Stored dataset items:
>>>

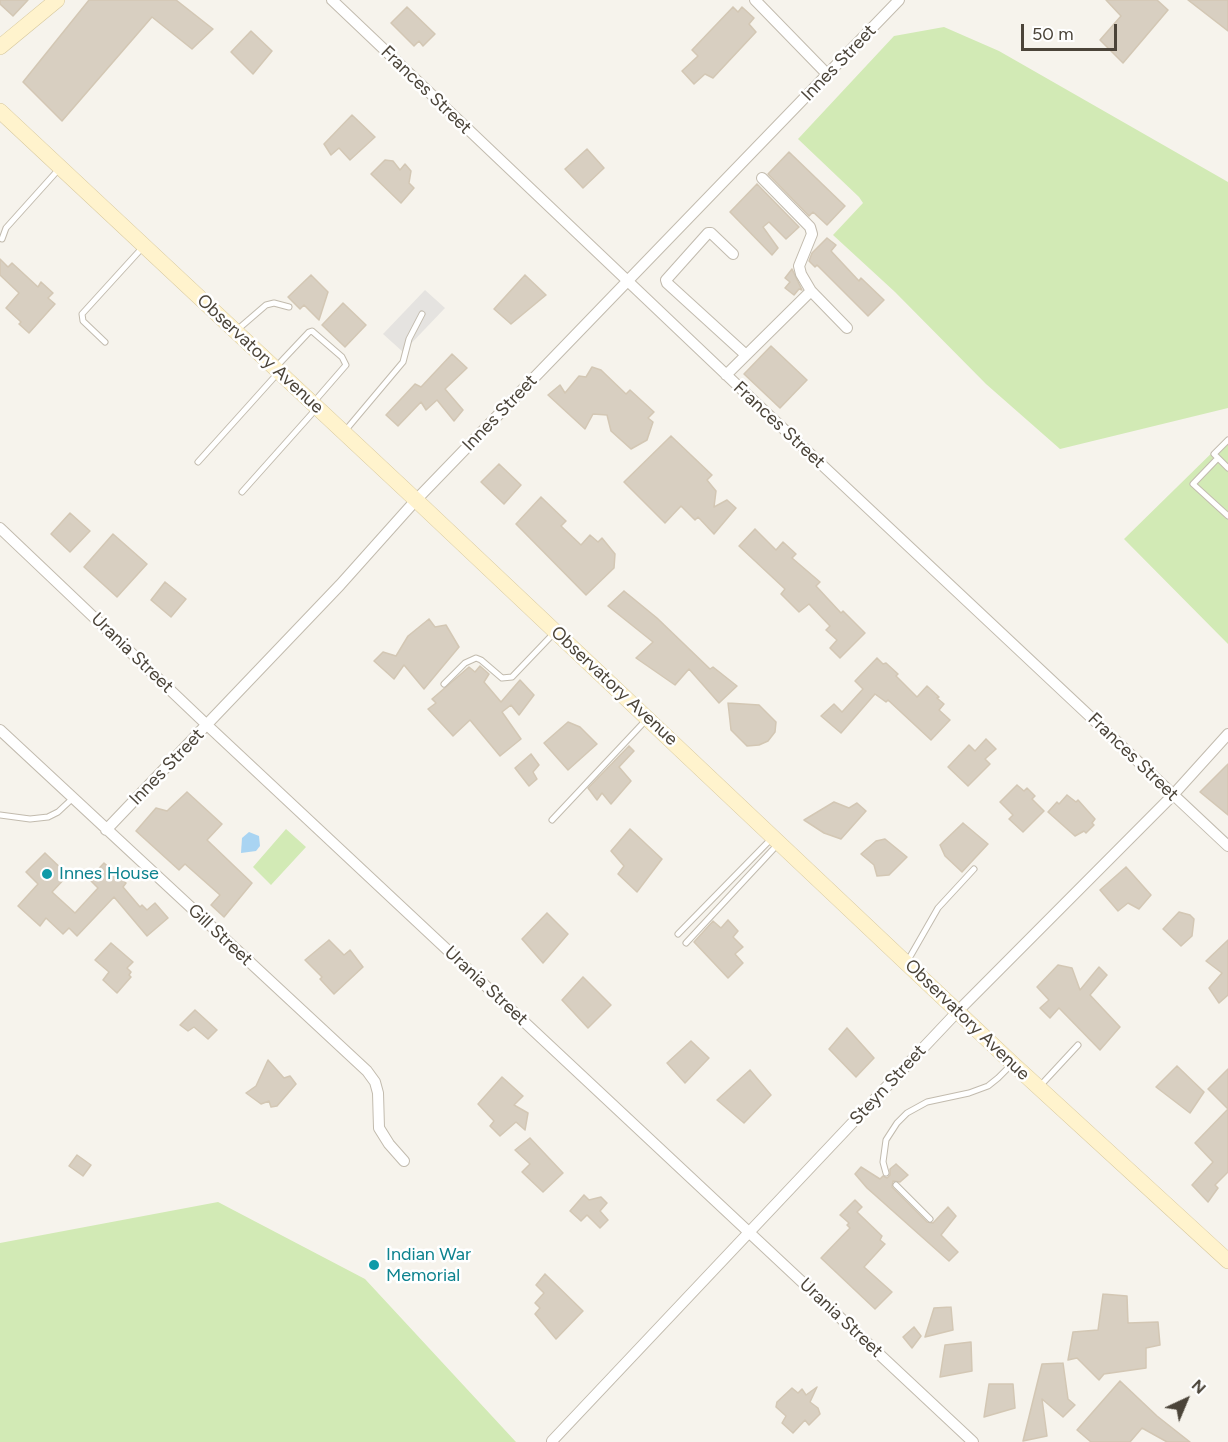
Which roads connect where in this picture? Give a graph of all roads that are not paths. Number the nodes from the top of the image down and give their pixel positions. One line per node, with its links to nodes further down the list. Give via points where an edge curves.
1 (57, 0): 5 (main road)
2 (332, 0): 13 (street, Frances Street)
3 (755, 0): 6 (street)
4 (900, 0): 6 (street, Innes Street)
5 (0, 47)
6 (828, 75): 13 (street, Innes Street)
7 (0, 111): 8 (main road, Observatory Avenue)
8 (61, 168): 10 (lane, via 6,228); 11 (main road, Observatory Avenue)
9 (762, 178): 14 (street, via 810,227 812,234 799,266)
10 (2, 239)
11 (144, 246): 18 (main road, Observatory Avenue); 19 (lane, via 82,314 83,321)
12 (733, 254): 20 (street, via 708,233 666,280)
13 (627, 281): 22 (street, Frances Street); 30 (street, Innes Street)
14 (811, 291): 17 (street); 20 (street)
15 (289, 307): 18 (lane, via 266,305)
16 (422, 314): 24 (lane, via 403,362)
17 (847, 328)
18 (236, 331): 21 (main road, Observatory Avenue)
19 (105, 342)
20 (746, 355): 22 (street)
21 (277, 370): 23 (main road, Observatory Avenue); 23 (lane, via 312,331 342,357 346,365); 27 (lane)
22 (726, 375): 39 (street, Frances Street)
23 (315, 406): 24 (main road, Observatory Avenue); 29 (lane)
24 (344, 432): 30 (main road, Observatory Avenue)
25 (1228, 441): 26 (lane, via 1214,454)
26 (1218, 458): 28 (lane); 31 (lane, via 1193,484)
27 (198, 462)
28 (1228, 468)
29 (242, 492)
30 (416, 500): 33 (main road, Observatory Avenue); 36 (street, Innes Street)
31 (1228, 516)
32 (0, 528): 36 (street, Urania Street)
33 (556, 631): 34 (lane, via 512,676 502,678 476,658 465,663); 35 (main road, Observatory Avenue)
34 (444, 684)
35 (648, 718): 42 (lane); 44 (main road, Observatory Avenue)
36 (207, 725): 43 (street, Innes Street); 58 (street, Urania Street)
37 (0, 730): 40 (street, Gill Street)
38 (1228, 734): 39 (street, Steyn Street)
39 (1173, 795): 45 (street, Frances Street); 50 (street, Steyn Street)
40 (73, 798): 41 (lane, via 48,817); 43 (street, Gill Street)
41 (0, 815)
42 (552, 820)
43 (106, 830): 54 (street, Gill Street, via 367,1071 378,1093 379,1128)
44 (777, 840): 47 (lane); 48 (lane); 49 (main road, Observatory Avenue)
45 (1228, 846)
46 (974, 869): 49 (lane, via 938,908)
47 (678, 934)
48 (686, 943)
49 (906, 963): 50 (main road, Observatory Avenue)
50 (958, 1011): 52 (main road, Observatory Avenue); 58 (street, Steyn Street)
51 (1078, 1045): 53 (lane)
52 (1012, 1063): 53 (main road, Observatory Avenue); 55 (lane, via 988,1086 927,1102 907,1113 886,1140)
53 (1038, 1088): 59 (main road, Observatory Avenue)
54 (404, 1161)
55 (886, 1173)
56 (896, 1185): 57 (lane)
57 (930, 1219)
58 (751, 1233): 60 (street, Steyn Street); 61 (street, Urania Street)
59 (1228, 1262)
60 (552, 1441)
61 (973, 1442)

<<<

_Exercise details_
Search each line of the data above for "Urania", and copy the lines where it occurs.

_Problem solution_
32 (0, 528): 36 (street, Urania Street)
36 (207, 725): 43 (street, Innes Street); 58 (street, Urania Street)
58 (751, 1233): 60 (street, Steyn Street); 61 (street, Urania Street)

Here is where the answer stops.